The FDNY five year certification exemption seems like a favor to someone, not something based on any real criteria. Why only FDNY and not any paramedic working in NYC?
This is going to be hard to judge as to it being beneficial or not. Although going to be streamlining the regional councils will progress the likely hood of more unified ALS protocol’s (or at least fewer variations; 6 vs 18) it has the potential to diminish represention of counties and the EMS systems within. With fewer spots being held for much greater geographical areas you will have seats deciding public need who are 70 miles away/ 3 counties away for a place who have no real clue. As a council member who has made these votes from 1 county away I feel even less knowledgeable if it were an hour away.

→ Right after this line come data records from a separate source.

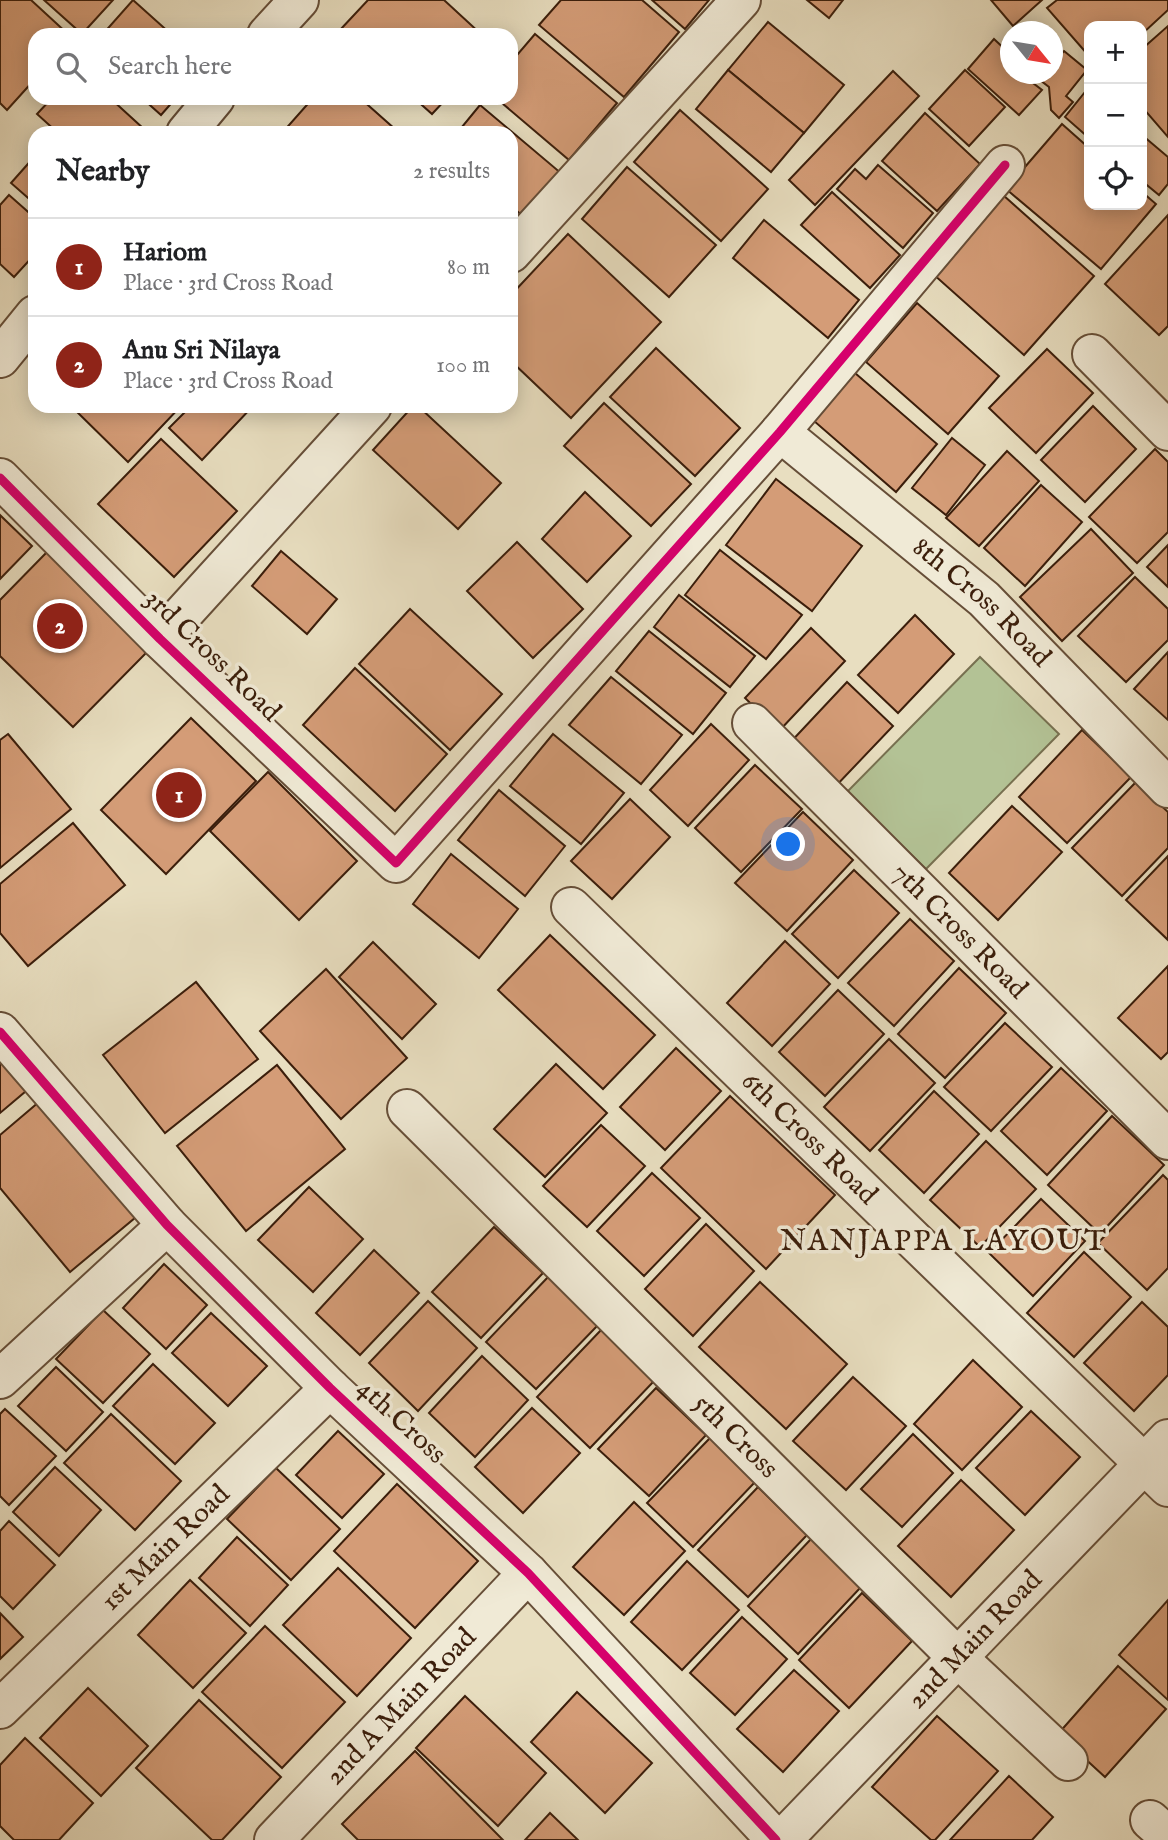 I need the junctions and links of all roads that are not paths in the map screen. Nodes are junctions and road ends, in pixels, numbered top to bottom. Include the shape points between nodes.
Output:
1 (299, 0) edge
2 (741, 0) edge
3 (273, 28) edge
4 (209, 105) edge
5 (192, 126) edge
6 (1005, 165) dead end
7 (518, 245) edge
8 (28, 324) edge
9 (1092, 354) dead end
10 (0, 358) edge
11 (366, 413) edge
12 (1168, 431) edge
13 (780, 432) junction
14 (0, 478) edge
15 (160, 639) junction
16 (752, 723) dead end
17 (1168, 788) edge
18 (571, 907) dead end
19 (0, 1032) edge
20 (407, 1109) dead end
21 (1168, 1140) edge
22 (167, 1225) junction
23 (0, 1380) edge
24 (330, 1388) junction
25 (1160, 1463) edge
26 (528, 1573) junction
27 (958, 1658) junction
28 (0, 1709) edge
29 (1068, 1761) dead end
30 (274, 1840) edge
31 (776, 1840) edge
32 (782, 1840) edge

1 - 3 street
2 - 7 street
4 - 5 street
6 - 13 street
8 - 10 street
9 - 12 street
11 - 15 street
13 - 15 street, 3rd Cross Road via 396,863
13 - 17 street, 8th Cross Road via 984,599
14 - 15 street, 3rd Cross Road
16 - 21 street, 7th Cross Road
18 - 25 street, 6th Cross Road
19 - 22 street, 4th Cross
20 - 27 street, 5th Cross
22 - 23 street
22 - 24 street, 4th Cross
24 - 26 street, 4th Cross
24 - 28 street, 1st Main Road
25 - 27 street, 2nd Main Road
26 - 30 street, 2nd A Main Road
26 - 31 street, 4th Cross
27 - 29 street, 5th Cross
27 - 32 street, 2nd Main Road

I wish the state would stop coddling FDNY. Why are they the only ones permitted to be on a 5 year plan? Wouldn’t putting everyone on a five year plan cut costs (less refresher courses for the state to fund, less man hours spent on paperwork processing, decreased mailings, etc)? What happened to Herkimer County, who also had agencies involved in the 5 year pilot program?
On the otherhand, I like the consolidation of regions. Hopefully it will allow more agencies and interested parties to participate in how EMS in their area instaed of the few large agencies that currently dominate several of the regions. Sadly, I still think we will remain under the influence of FDNY in NYC no matter what the state does.
I’d like to see the plan for consolidating the regions. What regions will be put together? What will happen with differing regional protocols?
I’d like to see some concrete justification for treating FDNY differently.